Bait Maryam and Vietnamese Foodies share the same focus, dishing up hearty plates of unpretentious, unfussy, wholesome fare, from steaming pho to tender lamb chops laced with honey.
"There is nothing that can replace a good bowl of pho for me, and most of the time I couldn't find authentic Vietnamese food abroad," says Ho Chi Minh City-raised Nguyen, who started Vietnamese Foodies as a cooking school in Istanbul before moving to Dubai in 2015.
Keeping people connected
Aside from the traditional dishes, Darraj also cites Dakkak's personable, customer-facing approach as a reason behind Bait Maryam's success. "She builds a relationship with all of her customers. They come in and say, 'Mom, what did you cook for us today?' I feel like restaurants are shifting towards the authentic side rather than 'oh, we just want to open a thing'. You have to have a story and a reason to be because it's a very competitive industry."

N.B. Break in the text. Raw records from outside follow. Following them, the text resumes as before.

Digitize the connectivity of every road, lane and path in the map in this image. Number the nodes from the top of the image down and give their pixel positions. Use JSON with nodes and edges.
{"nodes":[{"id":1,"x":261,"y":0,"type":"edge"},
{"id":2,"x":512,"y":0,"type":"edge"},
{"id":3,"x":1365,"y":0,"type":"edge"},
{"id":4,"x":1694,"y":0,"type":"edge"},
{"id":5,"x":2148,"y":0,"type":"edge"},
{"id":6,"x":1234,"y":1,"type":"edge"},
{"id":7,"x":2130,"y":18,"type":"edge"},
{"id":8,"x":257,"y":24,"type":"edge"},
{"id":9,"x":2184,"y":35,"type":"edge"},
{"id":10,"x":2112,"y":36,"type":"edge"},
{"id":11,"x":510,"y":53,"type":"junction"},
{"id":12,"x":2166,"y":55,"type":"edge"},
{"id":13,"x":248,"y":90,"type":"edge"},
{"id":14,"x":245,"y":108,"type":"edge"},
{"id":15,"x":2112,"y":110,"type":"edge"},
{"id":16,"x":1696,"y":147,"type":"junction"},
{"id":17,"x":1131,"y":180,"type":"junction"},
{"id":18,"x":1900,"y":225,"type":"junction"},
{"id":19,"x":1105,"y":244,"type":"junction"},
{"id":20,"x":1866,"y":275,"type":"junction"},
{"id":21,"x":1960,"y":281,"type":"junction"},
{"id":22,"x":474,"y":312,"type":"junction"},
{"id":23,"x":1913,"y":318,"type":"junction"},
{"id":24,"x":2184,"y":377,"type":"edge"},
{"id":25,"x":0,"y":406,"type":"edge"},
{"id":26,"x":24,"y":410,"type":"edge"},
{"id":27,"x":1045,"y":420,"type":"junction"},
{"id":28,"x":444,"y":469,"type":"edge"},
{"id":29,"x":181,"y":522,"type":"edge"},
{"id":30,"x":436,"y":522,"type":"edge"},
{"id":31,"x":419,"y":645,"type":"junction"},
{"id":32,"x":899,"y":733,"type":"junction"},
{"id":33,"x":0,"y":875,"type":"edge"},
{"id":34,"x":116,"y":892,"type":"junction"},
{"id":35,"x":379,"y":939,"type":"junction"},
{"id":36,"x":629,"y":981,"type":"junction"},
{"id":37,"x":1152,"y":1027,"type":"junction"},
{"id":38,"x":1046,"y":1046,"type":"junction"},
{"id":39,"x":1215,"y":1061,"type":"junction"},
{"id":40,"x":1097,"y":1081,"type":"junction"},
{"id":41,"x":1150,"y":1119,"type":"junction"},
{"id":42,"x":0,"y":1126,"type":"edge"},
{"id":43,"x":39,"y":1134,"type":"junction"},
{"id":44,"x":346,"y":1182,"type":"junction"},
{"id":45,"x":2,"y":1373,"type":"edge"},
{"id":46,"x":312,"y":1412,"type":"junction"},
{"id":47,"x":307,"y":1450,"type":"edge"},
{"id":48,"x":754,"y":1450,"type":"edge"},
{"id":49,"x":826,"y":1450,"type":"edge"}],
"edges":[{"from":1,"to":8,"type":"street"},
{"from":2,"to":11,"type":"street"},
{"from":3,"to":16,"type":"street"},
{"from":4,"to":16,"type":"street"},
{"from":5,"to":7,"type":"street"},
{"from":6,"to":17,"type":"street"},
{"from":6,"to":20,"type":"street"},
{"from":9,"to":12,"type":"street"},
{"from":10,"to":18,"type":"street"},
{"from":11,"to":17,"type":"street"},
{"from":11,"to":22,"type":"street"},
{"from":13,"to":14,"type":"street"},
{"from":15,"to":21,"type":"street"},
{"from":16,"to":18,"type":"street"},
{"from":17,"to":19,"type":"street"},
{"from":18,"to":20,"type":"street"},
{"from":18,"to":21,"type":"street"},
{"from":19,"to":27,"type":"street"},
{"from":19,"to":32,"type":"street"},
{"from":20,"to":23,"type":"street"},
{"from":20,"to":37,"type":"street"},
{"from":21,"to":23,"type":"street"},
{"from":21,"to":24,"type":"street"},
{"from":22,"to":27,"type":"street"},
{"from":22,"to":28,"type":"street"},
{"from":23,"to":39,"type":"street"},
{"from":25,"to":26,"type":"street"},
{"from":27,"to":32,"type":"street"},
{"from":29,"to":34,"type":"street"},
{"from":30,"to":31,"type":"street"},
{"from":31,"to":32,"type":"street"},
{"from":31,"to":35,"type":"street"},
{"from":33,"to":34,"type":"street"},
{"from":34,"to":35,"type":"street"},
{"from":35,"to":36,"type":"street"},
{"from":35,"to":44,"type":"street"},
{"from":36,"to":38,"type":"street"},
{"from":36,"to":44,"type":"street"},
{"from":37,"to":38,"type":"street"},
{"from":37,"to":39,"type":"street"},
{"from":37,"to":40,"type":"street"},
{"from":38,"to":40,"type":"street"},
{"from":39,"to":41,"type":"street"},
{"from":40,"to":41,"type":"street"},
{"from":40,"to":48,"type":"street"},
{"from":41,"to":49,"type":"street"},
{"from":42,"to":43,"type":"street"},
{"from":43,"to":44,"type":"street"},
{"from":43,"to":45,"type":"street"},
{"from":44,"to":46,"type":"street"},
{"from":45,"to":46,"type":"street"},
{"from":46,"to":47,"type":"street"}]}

And Cluster D’s offerings appear to be flourishing thanks to that approach. Pitfire’s Pizza, with its puffy, savoury crust and artisanal cheese, is among Dubai’s best, rave online reviews claim, while the Desi Inn is crammed with late-lunchers every time I venture past. The vegan doughnuts at Il Donaccino also deserve a shout-out for their masterful flavour combinations. “The people out here appreciate good food,” says Changrani. “Everyone puts a lot of effort into their products here in cluster D – that’s the best thing.”
Darraj agrees, with a firm belief that a customer-centric focus is also behind the area's culinary success. "At the end of the day, customers are the ones making this place a success, so we always try to involve their opinions and ideas so they feel they're part of the place," she says. "It's not only about food – a restaurant should be about many different aspects. It should be about service, about people feeling connected emotionally."
Connected the crowd seems to be, as diners still lounge on tables outside, the sun setting as the weekend creeps ever closer. The atmosphere is best summed up by the Chinese characters that lie just inside the door of Streetery. “It means ‘we are all neighbours’,” explains Changrani.
“It’s a community out here.”
A community in which you can eat your way around the world in 100 paces, it seems.